» **BRIEF**
Copy the records below exactly. Include all of them.

» **Records excerpted from a collection**
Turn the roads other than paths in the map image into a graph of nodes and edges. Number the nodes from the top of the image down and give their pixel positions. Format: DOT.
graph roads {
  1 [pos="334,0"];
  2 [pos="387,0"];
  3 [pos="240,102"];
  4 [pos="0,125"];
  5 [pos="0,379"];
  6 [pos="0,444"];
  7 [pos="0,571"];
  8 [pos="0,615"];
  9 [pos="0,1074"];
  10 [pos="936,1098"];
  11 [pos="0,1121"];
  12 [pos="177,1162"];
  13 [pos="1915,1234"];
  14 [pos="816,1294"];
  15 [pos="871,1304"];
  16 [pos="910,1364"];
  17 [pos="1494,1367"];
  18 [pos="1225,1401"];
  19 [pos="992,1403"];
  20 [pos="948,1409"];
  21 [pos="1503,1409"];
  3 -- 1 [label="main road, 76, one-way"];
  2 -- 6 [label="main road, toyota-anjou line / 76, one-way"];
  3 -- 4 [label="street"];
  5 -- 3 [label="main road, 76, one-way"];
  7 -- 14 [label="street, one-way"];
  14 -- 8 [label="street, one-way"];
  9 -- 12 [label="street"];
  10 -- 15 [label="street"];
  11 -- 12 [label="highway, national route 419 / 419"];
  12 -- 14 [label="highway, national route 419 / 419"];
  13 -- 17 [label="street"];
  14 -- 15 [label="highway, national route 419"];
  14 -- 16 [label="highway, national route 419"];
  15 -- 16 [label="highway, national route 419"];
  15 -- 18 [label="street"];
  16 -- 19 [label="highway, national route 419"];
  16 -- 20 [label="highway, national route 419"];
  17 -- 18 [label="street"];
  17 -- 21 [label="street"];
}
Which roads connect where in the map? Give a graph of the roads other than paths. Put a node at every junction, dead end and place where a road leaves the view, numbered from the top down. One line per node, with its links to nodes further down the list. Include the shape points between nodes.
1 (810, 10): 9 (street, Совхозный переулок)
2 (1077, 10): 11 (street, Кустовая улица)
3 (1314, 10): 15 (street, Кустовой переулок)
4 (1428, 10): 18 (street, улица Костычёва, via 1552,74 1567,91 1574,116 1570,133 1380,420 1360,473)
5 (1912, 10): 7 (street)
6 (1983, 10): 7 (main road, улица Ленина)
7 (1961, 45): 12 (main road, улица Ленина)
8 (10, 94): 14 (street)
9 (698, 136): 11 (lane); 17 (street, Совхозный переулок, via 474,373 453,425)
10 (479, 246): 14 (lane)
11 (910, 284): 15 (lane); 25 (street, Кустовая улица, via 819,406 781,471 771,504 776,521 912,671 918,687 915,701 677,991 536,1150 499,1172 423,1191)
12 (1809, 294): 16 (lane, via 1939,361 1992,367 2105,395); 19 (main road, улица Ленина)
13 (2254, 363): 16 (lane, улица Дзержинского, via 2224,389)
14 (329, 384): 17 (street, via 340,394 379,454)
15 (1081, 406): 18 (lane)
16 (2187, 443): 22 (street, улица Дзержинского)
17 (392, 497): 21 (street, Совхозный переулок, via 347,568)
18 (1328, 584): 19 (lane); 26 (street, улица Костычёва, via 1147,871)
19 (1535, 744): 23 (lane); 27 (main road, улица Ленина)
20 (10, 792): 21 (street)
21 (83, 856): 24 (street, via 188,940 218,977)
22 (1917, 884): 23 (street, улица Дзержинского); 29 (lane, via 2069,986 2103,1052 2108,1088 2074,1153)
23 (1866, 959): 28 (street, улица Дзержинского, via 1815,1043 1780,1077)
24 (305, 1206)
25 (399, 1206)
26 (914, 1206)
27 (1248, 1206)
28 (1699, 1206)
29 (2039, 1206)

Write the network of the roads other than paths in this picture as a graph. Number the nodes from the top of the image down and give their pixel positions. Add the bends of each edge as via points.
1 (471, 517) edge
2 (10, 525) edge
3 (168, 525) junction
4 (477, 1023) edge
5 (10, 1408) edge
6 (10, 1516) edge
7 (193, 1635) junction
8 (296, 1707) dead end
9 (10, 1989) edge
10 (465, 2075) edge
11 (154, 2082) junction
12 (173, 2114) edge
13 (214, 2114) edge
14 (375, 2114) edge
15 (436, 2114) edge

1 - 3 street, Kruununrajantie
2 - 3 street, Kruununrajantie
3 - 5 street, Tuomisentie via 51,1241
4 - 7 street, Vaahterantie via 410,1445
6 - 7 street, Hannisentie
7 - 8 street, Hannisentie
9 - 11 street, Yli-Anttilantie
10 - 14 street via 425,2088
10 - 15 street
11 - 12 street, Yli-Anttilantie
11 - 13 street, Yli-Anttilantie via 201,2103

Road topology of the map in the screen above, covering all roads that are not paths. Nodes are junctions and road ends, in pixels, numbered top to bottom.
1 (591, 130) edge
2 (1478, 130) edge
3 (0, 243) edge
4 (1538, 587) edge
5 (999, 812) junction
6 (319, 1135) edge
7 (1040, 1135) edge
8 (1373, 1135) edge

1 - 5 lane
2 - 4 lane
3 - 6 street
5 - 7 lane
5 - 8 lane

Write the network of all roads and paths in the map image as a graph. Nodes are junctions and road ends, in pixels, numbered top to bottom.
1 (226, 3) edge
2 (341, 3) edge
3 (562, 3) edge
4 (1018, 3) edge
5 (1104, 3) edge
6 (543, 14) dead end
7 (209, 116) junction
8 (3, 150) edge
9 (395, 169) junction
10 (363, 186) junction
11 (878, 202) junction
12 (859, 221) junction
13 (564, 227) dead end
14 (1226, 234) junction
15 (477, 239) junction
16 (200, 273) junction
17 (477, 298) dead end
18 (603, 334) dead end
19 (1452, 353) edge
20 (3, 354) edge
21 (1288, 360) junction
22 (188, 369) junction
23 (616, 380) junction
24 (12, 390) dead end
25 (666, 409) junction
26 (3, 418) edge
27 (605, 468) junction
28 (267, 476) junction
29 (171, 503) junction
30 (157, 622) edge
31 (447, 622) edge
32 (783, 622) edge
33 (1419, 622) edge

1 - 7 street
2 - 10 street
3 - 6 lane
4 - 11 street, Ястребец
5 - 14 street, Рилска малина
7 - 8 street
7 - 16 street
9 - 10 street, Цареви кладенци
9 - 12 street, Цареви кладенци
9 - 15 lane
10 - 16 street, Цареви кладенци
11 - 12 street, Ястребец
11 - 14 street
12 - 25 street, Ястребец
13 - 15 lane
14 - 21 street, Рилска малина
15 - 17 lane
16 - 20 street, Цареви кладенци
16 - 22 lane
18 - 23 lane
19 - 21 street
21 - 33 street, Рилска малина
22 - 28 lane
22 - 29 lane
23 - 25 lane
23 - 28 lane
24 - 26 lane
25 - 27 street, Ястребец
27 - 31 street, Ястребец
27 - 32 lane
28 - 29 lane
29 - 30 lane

» **RESPONSE TO THIS EXERCISE**
Turn the roads other than paths in the map image into a graph of nodes and edges. Number the nodes from the top of the image down and give their pixel positions. Format: DOT.
graph roads {
  1 [pos="334,0"];
  2 [pos="387,0"];
  3 [pos="240,102"];
  4 [pos="0,125"];
  5 [pos="0,379"];
  6 [pos="0,444"];
  7 [pos="0,571"];
  8 [pos="0,615"];
  9 [pos="0,1074"];
  10 [pos="936,1098"];
  11 [pos="0,1121"];
  12 [pos="177,1162"];
  13 [pos="1915,1234"];
  14 [pos="816,1294"];
  15 [pos="871,1304"];
  16 [pos="910,1364"];
  17 [pos="1494,1367"];
  18 [pos="1225,1401"];
  19 [pos="992,1403"];
  20 [pos="948,1409"];
  21 [pos="1503,1409"];
  3 -- 1 [label="main road, 76, one-way"];
  2 -- 6 [label="main road, toyota-anjou line / 76, one-way"];
  3 -- 4 [label="street"];
  5 -- 3 [label="main road, 76, one-way"];
  7 -- 14 [label="street, one-way"];
  14 -- 8 [label="street, one-way"];
  9 -- 12 [label="street"];
  10 -- 15 [label="street"];
  11 -- 12 [label="highway, national route 419 / 419"];
  12 -- 14 [label="highway, national route 419 / 419"];
  13 -- 17 [label="street"];
  14 -- 15 [label="highway, national route 419"];
  14 -- 16 [label="highway, national route 419"];
  15 -- 16 [label="highway, national route 419"];
  15 -- 18 [label="street"];
  16 -- 19 [label="highway, national route 419"];
  16 -- 20 [label="highway, national route 419"];
  17 -- 18 [label="street"];
  17 -- 21 [label="street"];
}
Which roads connect where in the map? Give a graph of the roads other than paths. Put a node at every junction, dead end and place where a road leaves the view, numbered from the top down. One line per node, with its links to nodes further down the list. Include the shape points between nodes.
1 (810, 10): 9 (street, Совхозный переулок)
2 (1077, 10): 11 (street, Кустовая улица)
3 (1314, 10): 15 (street, Кустовой переулок)
4 (1428, 10): 18 (street, улица Костычёва, via 1552,74 1567,91 1574,116 1570,133 1380,420 1360,473)
5 (1912, 10): 7 (street)
6 (1983, 10): 7 (main road, улица Ленина)
7 (1961, 45): 12 (main road, улица Ленина)
8 (10, 94): 14 (street)
9 (698, 136): 11 (lane); 17 (street, Совхозный переулок, via 474,373 453,425)
10 (479, 246): 14 (lane)
11 (910, 284): 15 (lane); 25 (street, Кустовая улица, via 819,406 781,471 771,504 776,521 912,671 918,687 915,701 677,991 536,1150 499,1172 423,1191)
12 (1809, 294): 16 (lane, via 1939,361 1992,367 2105,395); 19 (main road, улица Ленина)
13 (2254, 363): 16 (lane, улица Дзержинского, via 2224,389)
14 (329, 384): 17 (street, via 340,394 379,454)
15 (1081, 406): 18 (lane)
16 (2187, 443): 22 (street, улица Дзержинского)
17 (392, 497): 21 (street, Совхозный переулок, via 347,568)
18 (1328, 584): 19 (lane); 26 (street, улица Костычёва, via 1147,871)
19 (1535, 744): 23 (lane); 27 (main road, улица Ленина)
20 (10, 792): 21 (street)
21 (83, 856): 24 (street, via 188,940 218,977)
22 (1917, 884): 23 (street, улица Дзержинского); 29 (lane, via 2069,986 2103,1052 2108,1088 2074,1153)
23 (1866, 959): 28 (street, улица Дзержинского, via 1815,1043 1780,1077)
24 (305, 1206)
25 (399, 1206)
26 (914, 1206)
27 (1248, 1206)
28 (1699, 1206)
29 (2039, 1206)

Write the network of the roads other than paths in this picture as a graph. Number the nodes from the top of the image down and give their pixel positions. Add the bends of each edge as via points.
1 (471, 517) edge
2 (10, 525) edge
3 (168, 525) junction
4 (477, 1023) edge
5 (10, 1408) edge
6 (10, 1516) edge
7 (193, 1635) junction
8 (296, 1707) dead end
9 (10, 1989) edge
10 (465, 2075) edge
11 (154, 2082) junction
12 (173, 2114) edge
13 (214, 2114) edge
14 (375, 2114) edge
15 (436, 2114) edge

1 - 3 street, Kruununrajantie
2 - 3 street, Kruununrajantie
3 - 5 street, Tuomisentie via 51,1241
4 - 7 street, Vaahterantie via 410,1445
6 - 7 street, Hannisentie
7 - 8 street, Hannisentie
9 - 11 street, Yli-Anttilantie
10 - 14 street via 425,2088
10 - 15 street
11 - 12 street, Yli-Anttilantie
11 - 13 street, Yli-Anttilantie via 201,2103

Road topology of the map in the screen above, covering all roads that are not paths. Nodes are junctions and road ends, in pixels, numbered top to bottom.
1 (591, 130) edge
2 (1478, 130) edge
3 (0, 243) edge
4 (1538, 587) edge
5 (999, 812) junction
6 (319, 1135) edge
7 (1040, 1135) edge
8 (1373, 1135) edge

1 - 5 lane
2 - 4 lane
3 - 6 street
5 - 7 lane
5 - 8 lane

Write the network of all roads and paths in the map image as a graph. Nodes are junctions and road ends, in pixels, numbered top to bottom.
1 (226, 3) edge
2 (341, 3) edge
3 (562, 3) edge
4 (1018, 3) edge
5 (1104, 3) edge
6 (543, 14) dead end
7 (209, 116) junction
8 (3, 150) edge
9 (395, 169) junction
10 (363, 186) junction
11 (878, 202) junction
12 (859, 221) junction
13 (564, 227) dead end
14 (1226, 234) junction
15 (477, 239) junction
16 (200, 273) junction
17 (477, 298) dead end
18 (603, 334) dead end
19 (1452, 353) edge
20 (3, 354) edge
21 (1288, 360) junction
22 (188, 369) junction
23 (616, 380) junction
24 (12, 390) dead end
25 (666, 409) junction
26 (3, 418) edge
27 (605, 468) junction
28 (267, 476) junction
29 (171, 503) junction
30 (157, 622) edge
31 (447, 622) edge
32 (783, 622) edge
33 (1419, 622) edge

1 - 7 street
2 - 10 street
3 - 6 lane
4 - 11 street, Ястребец
5 - 14 street, Рилска малина
7 - 8 street
7 - 16 street
9 - 10 street, Цареви кладенци
9 - 12 street, Цареви кладенци
9 - 15 lane
10 - 16 street, Цареви кладенци
11 - 12 street, Ястребец
11 - 14 street
12 - 25 street, Ястребец
13 - 15 lane
14 - 21 street, Рилска малина
15 - 17 lane
16 - 20 street, Цареви кладенци
16 - 22 lane
18 - 23 lane
19 - 21 street
21 - 33 street, Рилска малина
22 - 28 lane
22 - 29 lane
23 - 25 lane
23 - 28 lane
24 - 26 lane
25 - 27 street, Ястребец
27 - 31 street, Ястребец
27 - 32 lane
28 - 29 lane
29 - 30 lane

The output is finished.